__Problem details__
The lines you return should be those containing the string "numbered", taken from the data below.

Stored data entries

◇ ◇ ◇ ◇

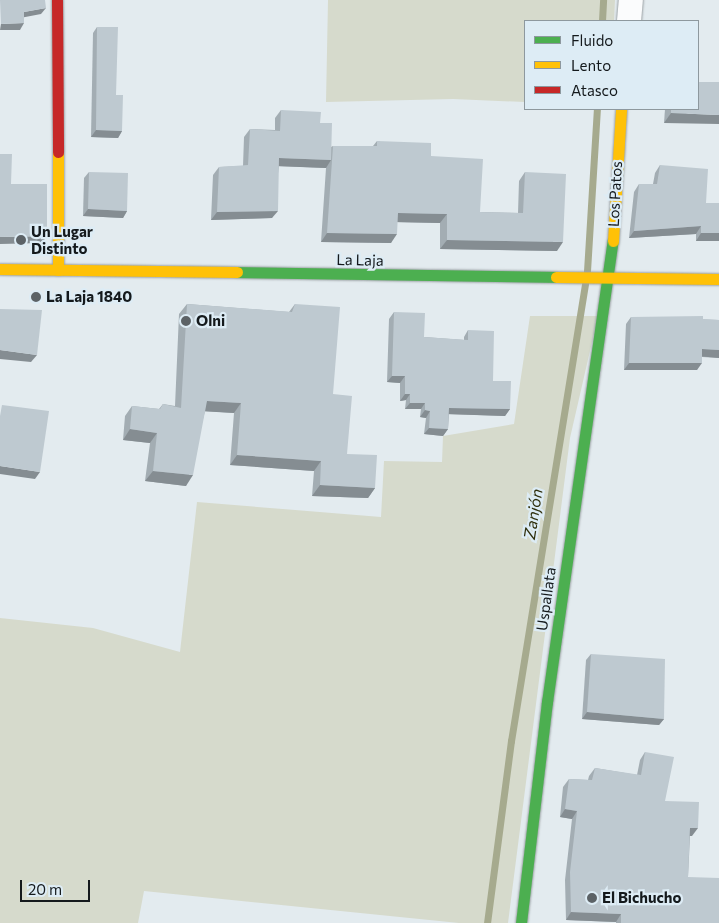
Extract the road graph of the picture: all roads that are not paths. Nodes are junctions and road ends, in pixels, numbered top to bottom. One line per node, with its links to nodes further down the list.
1 (57, 0): 6 (street)
2 (630, 0): 3 (street)
3 (629, 20)
4 (621, 110): 8 (street, Los Patos)
5 (0, 269): 6 (street, La Laja)
6 (58, 270): 8 (street, La Laja)
7 (719, 279): 8 (street, La Laja)
8 (609, 280): 9 (street, Uspallata)
9 (521, 923)

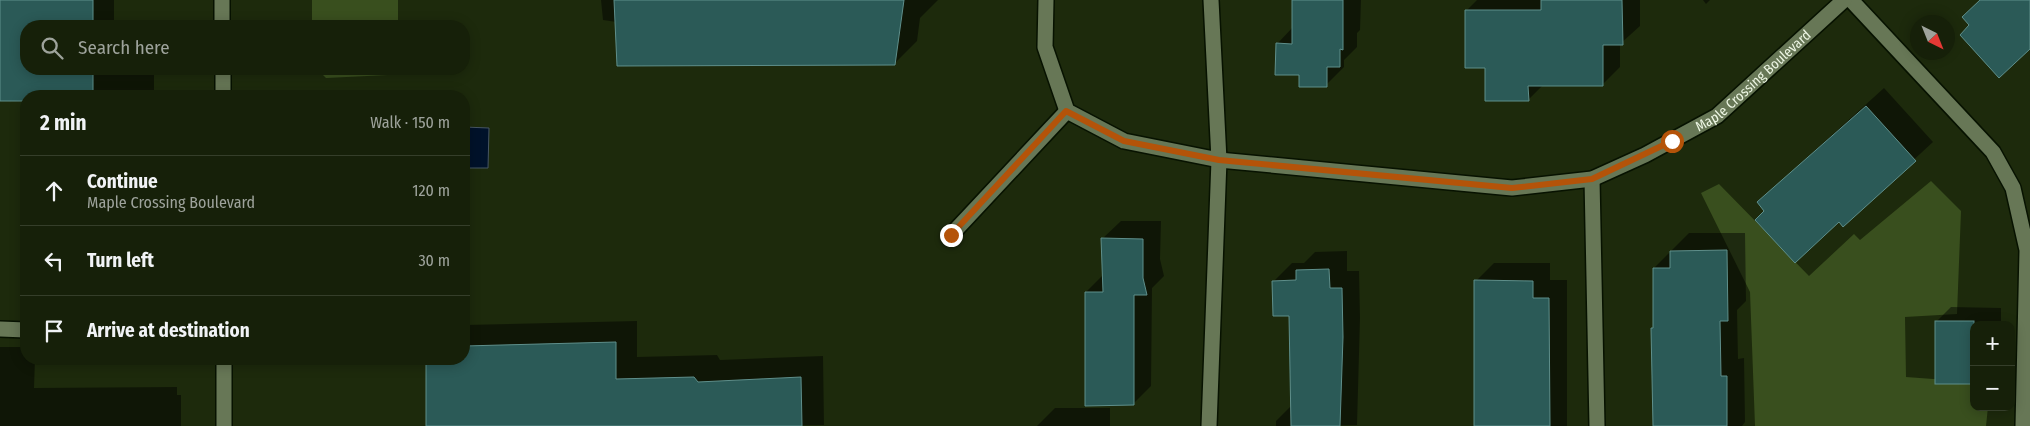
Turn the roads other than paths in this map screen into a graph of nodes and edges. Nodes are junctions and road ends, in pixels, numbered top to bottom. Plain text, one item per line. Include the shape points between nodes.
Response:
1 (222, 0) edge
2 (1046, 0) edge
3 (1211, 0) edge
4 (1844, 0) edge
5 (1851, 0) edge
6 (222, 20) edge
7 (223, 75) edge
8 (223, 90) edge
9 (1066, 111) junction
10 (1219, 160) junction
11 (1592, 179) junction
12 (951, 235) dead end
13 (0, 329) edge
14 (20, 330) edge
15 (224, 365) edge
16 (224, 426) edge
17 (1209, 426) edge
18 (1597, 426) edge
19 (2023, 426) edge

1 - 6 street
2 - 9 street via 1045,47
3 - 10 street
4 - 11 street, Maple Crossing Boulevard via 1717,116 1646,156
5 - 19 street via 1993,152 2013,188 2027,250
7 - 8 street
9 - 10 street, Maple Crossing Boulevard via 1124,141
9 - 12 street
10 - 11 street, Maple Crossing Boulevard via 1512,188
10 - 17 street
11 - 18 street
13 - 14 street
15 - 16 street

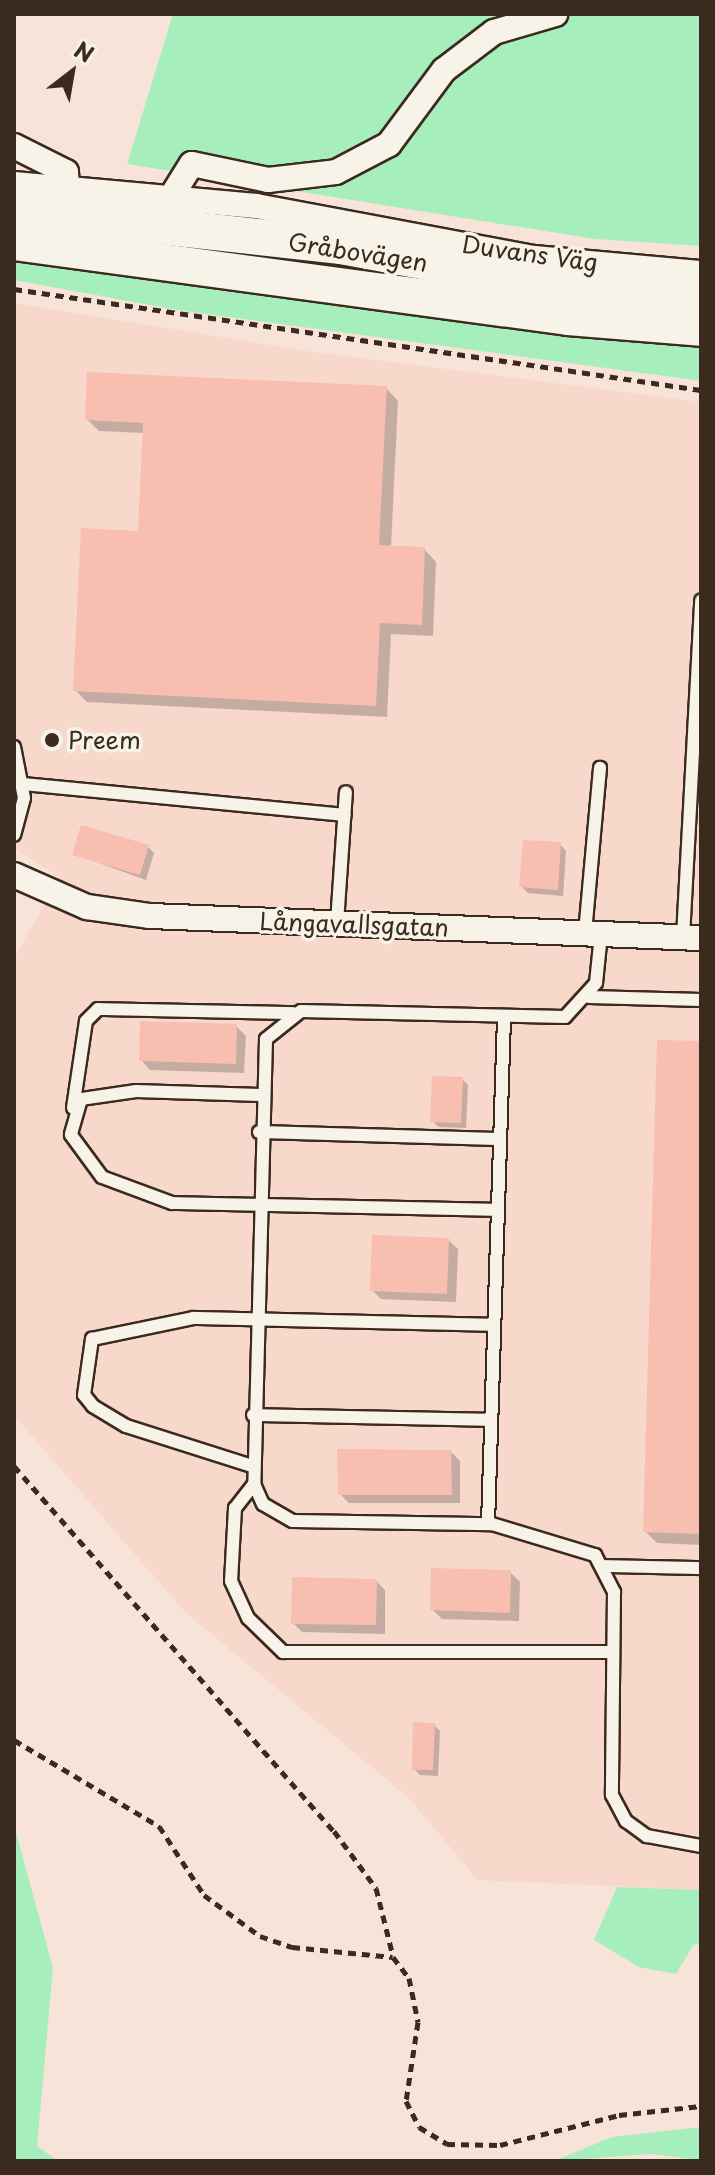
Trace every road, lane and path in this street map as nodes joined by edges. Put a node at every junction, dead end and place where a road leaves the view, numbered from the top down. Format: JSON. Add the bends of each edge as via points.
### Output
{"nodes":[{"id":1,"x":555,"y":14,"type":"edge"},
{"id":2,"x":14,"y":146,"type":"edge"},
{"id":3,"x":14,"y":184,"type":"edge"},
{"id":4,"x":67,"y":187,"type":"junction"},
{"id":5,"x":171,"y":197,"type":"junction"},
{"id":6,"x":14,"y":210,"type":"edge"},
{"id":7,"x":14,"y":242,"type":"edge"},
{"id":8,"x":701,"y":273,"type":"edge"},
{"id":9,"x":14,"y":289,"type":"edge"},
{"id":10,"x":701,"y":295,"type":"edge"},
{"id":11,"x":701,"y":328,"type":"edge"},
{"id":12,"x":701,"y":390,"type":"edge"},
{"id":13,"x":701,"y":600,"type":"edge"},
{"id":14,"x":14,"y":747,"type":"edge"},
{"id":15,"x":600,"y":768,"type":"dead end"},
{"id":16,"x":24,"y":784,"type":"junction"},
{"id":17,"x":346,"y":792,"type":"dead end"},
{"id":18,"x":345,"y":815,"type":"junction"},
{"id":19,"x":695,"y":834,"type":"edge"},
{"id":20,"x":14,"y":835,"type":"edge"},
{"id":21,"x":14,"y":875,"type":"edge"},
{"id":22,"x":337,"y":923,"type":"junction"},
{"id":23,"x":593,"y":934,"type":"junction"},
{"id":24,"x":692,"y":938,"type":"edge"},
{"id":25,"x":589,"y":997,"type":"junction"},
{"id":26,"x":701,"y":1000,"type":"edge"},
{"id":27,"x":293,"y":1013,"type":"junction"},
{"id":28,"x":504,"y":1017,"type":"junction"},
{"id":29,"x":260,"y":1095,"type":"junction"},
{"id":30,"x":73,"y":1109,"type":"junction"},
{"id":31,"x":259,"y":1132,"type":"junction"},
{"id":32,"x":499,"y":1139,"type":"junction"},
{"id":33,"x":257,"y":1208,"type":"junction"},
{"id":34,"x":497,"y":1210,"type":"junction"},
{"id":35,"x":255,"y":1317,"type":"junction"},
{"id":36,"x":494,"y":1325,"type":"junction"},
{"id":37,"x":253,"y":1415,"type":"junction"},
{"id":38,"x":491,"y":1420,"type":"junction"},
{"id":39,"x":14,"y":1466,"type":"edge"},
{"id":40,"x":252,"y":1466,"type":"junction"},
{"id":41,"x":254,"y":1484,"type":"junction"},
{"id":42,"x":488,"y":1524,"type":"junction"},
{"id":43,"x":605,"y":1566,"type":"junction"},
{"id":44,"x":701,"y":1568,"type":"edge"},
{"id":45,"x":612,"y":1652,"type":"junction"},
{"id":46,"x":14,"y":1740,"type":"edge"},
{"id":47,"x":701,"y":1846,"type":"edge"},
{"id":48,"x":393,"y":1957,"type":"junction"},
{"id":49,"x":701,"y":2106,"type":"edge"}],
"edges":[{"from":1,"to":5,"type":"street","via":[[494,32],[444,70],[389,144],[336,172],[268,180],[192,164]]},
{"from":2,"to":4,"type":"street","via":[[66,172]]},
{"from":3,"to":4,"type":"street","name":"Duvans Väg"},
{"from":4,"to":5,"type":"street","name":"Duvans Väg"},
{"from":5,"to":8,"type":"street","name":"Duvans Väg","via":[[535,258]]},
{"from":6,"to":10,"type":"main road","name":"Gråbovägen","via":[[341,246],[524,280]]},
{"from":7,"to":11,"type":"main road","name":"Gråbovägen"},
{"from":9,"to":12,"type":"path"},
{"from":13,"to":19,"type":"lane"},
{"from":14,"to":16,"type":"lane"},
{"from":15,"to":23,"type":"lane"},
{"from":16,"to":18,"type":"lane"},
{"from":16,"to":20,"type":"lane"},
{"from":17,"to":18,"type":"lane"},
{"from":18,"to":22,"type":"lane"},
{"from":19,"to":24,"type":"lane"},
{"from":21,"to":22,"type":"street","name":"Långavallsgatan","via":[[87,907]]},
{"from":22,"to":23,"type":"street","name":"Långavallsgatan"},
{"from":23,"to":24,"type":"street","name":"Långavallsgatan"},
{"from":23,"to":25,"type":"lane"},
{"from":25,"to":26,"type":"lane"},
{"from":25,"to":28,"type":"lane","via":[[565,1017]]},
{"from":27,"to":28,"type":"lane"},
{"from":27,"to":29,"type":"lane","via":[[266,1039]]},
{"from":27,"to":30,"type":"lane","via":[[98,1009],[86,1021]]},
{"from":28,"to":32,"type":"lane"},
{"from":29,"to":30,"type":"lane","via":[[136,1091],[81,1099]]},
{"from":29,"to":31,"type":"lane"},
{"from":30,"to":33,"type":"lane","via":[[71,1135],[80,1152],[118,1187],[172,1203]]},
{"from":31,"to":32,"type":"lane"},
{"from":31,"to":33,"type":"lane"},
{"from":32,"to":34,"type":"lane"},
{"from":33,"to":34,"type":"lane"},
{"from":33,"to":35,"type":"lane"},
{"from":34,"to":36,"type":"lane"},
{"from":35,"to":36,"type":"lane"},
{"from":35,"to":37,"type":"lane"},
{"from":35,"to":40,"type":"lane","via":[[99,1333],[88,1346],[84,1395],[126,1426]]},
{"from":36,"to":38,"type":"lane"},
{"from":37,"to":38,"type":"lane"},
{"from":37,"to":40,"type":"lane"},
{"from":38,"to":42,"type":"lane"},
{"from":39,"to":48,"type":"path","via":[[334,1831],[376,1888]]},
{"from":40,"to":41,"type":"lane"},
{"from":41,"to":42,"type":"lane","via":[[263,1504],[293,1521]]},
{"from":41,"to":45,"type":"lane","via":[[235,1508],[231,1581],[248,1618],[283,1652]]},
{"from":42,"to":43,"type":"lane","via":[[583,1551]]},
{"from":43,"to":44,"type":"lane"},
{"from":43,"to":45,"type":"lane","via":[[614,1592]]},
{"from":45,"to":47,"type":"lane","via":[[608,1777],[617,1809],[647,1836]]},
{"from":46,"to":48,"type":"path","via":[[159,1826],[204,1895],[260,1936],[292,1947]]},
{"from":48,"to":49,"type":"path","via":[[409,1978],[418,2022],[406,2101],[419,2127],[447,2144],[500,2145],[619,2115]]}]}
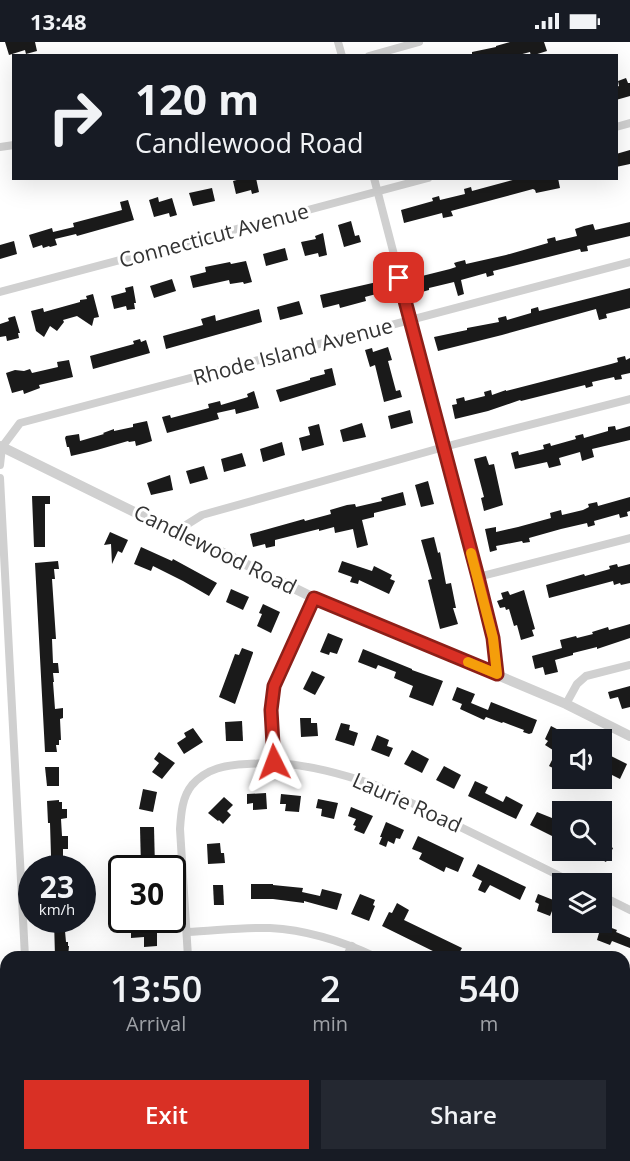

◇ ◇ ◇ ◇

__Exercise result__
Extract the road graph of the picture: all roads that are not paths. Nodes are junctions and road ends, in pixels, numbered top to bottom. One line per node, with its links to nodes further down the list.
Turn the roads other than paths in this map screen into a graph of nodes and edges. Nodes are junctions and road ends, in pixels, numbered top to bottom. Plain text, one item per line. Include the shape points between nodes.
Trace every road, lane and path in this street map as nodes joined by edges. Put a node at every junction, dead end and place where a road leaves the view, numbered from the top down. Format: JSON. Add the bends of each edge as via points.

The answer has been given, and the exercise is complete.